Every label, or manager, or advisor, in whatever way, they all have their own system for working.  There is the old school way, and then there are the new Amanda Palmers of the world.  There are varied options for moving forward in your career. This is an objective course, and it shows you how things are changing, and why some things have failed. It also shows you the potential options for the future, and let’s you decide what is best for your own career.  The course does not have you adapt to a particular ‘one size fits all’ philosophy, as that is out dated. I find it all very empowering.

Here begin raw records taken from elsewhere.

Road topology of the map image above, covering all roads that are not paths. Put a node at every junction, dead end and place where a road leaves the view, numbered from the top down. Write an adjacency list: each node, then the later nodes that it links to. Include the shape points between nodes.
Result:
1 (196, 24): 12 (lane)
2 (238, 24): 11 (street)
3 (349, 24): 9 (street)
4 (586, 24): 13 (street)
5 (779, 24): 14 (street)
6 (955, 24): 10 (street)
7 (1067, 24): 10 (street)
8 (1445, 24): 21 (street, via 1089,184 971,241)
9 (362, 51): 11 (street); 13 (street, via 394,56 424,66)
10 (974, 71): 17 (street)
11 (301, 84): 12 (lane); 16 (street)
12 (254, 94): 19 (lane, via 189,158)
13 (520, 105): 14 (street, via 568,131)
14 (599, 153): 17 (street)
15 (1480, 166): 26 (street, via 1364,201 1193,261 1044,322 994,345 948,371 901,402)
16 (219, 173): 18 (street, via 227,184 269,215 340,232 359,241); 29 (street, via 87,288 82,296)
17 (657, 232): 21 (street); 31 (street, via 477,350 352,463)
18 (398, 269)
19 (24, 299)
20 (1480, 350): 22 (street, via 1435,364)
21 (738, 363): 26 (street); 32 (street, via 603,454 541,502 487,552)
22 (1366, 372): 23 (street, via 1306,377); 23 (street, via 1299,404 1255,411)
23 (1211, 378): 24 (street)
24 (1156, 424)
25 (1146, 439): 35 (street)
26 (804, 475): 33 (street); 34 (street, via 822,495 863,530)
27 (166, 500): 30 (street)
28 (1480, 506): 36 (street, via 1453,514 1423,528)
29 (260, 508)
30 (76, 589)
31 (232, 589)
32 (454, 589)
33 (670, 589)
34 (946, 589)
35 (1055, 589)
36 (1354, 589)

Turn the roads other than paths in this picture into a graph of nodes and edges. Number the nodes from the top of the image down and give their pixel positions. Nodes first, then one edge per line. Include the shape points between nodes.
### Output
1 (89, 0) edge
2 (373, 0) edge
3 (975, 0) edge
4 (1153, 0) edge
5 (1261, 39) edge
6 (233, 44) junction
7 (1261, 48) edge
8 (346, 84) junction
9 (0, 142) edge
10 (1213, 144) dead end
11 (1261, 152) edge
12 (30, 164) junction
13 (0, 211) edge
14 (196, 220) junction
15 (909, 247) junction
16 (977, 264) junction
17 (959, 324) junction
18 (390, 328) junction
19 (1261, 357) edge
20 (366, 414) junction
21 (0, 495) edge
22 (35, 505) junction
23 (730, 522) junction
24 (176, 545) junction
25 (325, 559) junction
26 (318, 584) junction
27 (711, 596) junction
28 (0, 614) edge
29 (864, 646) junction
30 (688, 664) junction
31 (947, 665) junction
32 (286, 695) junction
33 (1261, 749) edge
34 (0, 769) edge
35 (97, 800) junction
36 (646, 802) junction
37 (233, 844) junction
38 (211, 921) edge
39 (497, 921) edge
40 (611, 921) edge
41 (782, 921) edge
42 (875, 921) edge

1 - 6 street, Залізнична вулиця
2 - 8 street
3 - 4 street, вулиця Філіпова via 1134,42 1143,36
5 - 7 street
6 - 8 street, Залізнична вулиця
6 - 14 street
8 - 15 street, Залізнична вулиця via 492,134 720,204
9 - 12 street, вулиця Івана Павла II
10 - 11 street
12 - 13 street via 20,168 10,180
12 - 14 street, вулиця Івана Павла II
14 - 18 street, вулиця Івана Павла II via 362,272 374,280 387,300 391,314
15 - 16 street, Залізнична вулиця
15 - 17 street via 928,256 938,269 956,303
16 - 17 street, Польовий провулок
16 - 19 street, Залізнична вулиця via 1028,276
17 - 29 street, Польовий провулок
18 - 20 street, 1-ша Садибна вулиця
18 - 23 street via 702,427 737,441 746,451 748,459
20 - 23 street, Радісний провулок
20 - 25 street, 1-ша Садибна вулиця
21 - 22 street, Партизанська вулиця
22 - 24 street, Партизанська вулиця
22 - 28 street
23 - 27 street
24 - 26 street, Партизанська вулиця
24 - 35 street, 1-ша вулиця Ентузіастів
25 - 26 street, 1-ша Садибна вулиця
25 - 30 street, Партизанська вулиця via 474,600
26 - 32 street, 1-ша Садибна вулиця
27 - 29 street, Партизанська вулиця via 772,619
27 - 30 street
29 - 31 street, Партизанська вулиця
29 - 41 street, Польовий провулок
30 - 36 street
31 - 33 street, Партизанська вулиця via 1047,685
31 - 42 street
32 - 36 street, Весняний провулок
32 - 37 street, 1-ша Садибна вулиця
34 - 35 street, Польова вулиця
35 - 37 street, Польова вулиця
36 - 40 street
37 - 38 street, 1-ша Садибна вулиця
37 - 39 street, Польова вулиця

I’m working on my Spinshop online store right now, and I’m excited to have an outlet for creative releases that go beyond just the record download.  With a new knowledge of things like data tracking, merch margins, and specifics about my fan base, I can create bundles of offerings that I think will be more in tune with what my fans are craving from me.  To be able to turn my website into a supportive business platform in this way will offer more funding for things like touring and future releases.  Also, compiling things like geographical data on my fan base allows me to get a better handle on places I should be touring that I may have missed.  Again, the bird’s eye overview on your fan reach that you start to get by taking this course allows you to coordinate all sorts of campaign ideas with each other.  You learn how to see what’s working and what isn’t, and get the tools to make smarter decisions all around.

MK: Can you talk about your instructor, Chandler Coyle?

RY: Chandler is so knowledgeable about technology, and how you can use technology to work for you to do something.  Also, his overview on the broader campaign concepts is awesome.  His insights on the assignments are super thorough, and he’s always making suggestions about things I may have missed. He does a great job of adding daily updates, and because of the articles that he is posting, I am now following some really fascinating tech folks.  Coming from a place where music technology has scared me, it’s great.  I am so interested in it now.  He’s really good in showing you how technology is used effectively in the music business, and he does a great job of bringing it all forward. I think he’s been supportive of me too because I have been so engaged in the course.  He’s always willing to expand on things.

Chandler provides a constant influx of great ideas, and I think it’s really good to have somebody acting as a moderator in the course. Having someone to tie these things together is invaluable.  He’s great at bringing ideas down to earth.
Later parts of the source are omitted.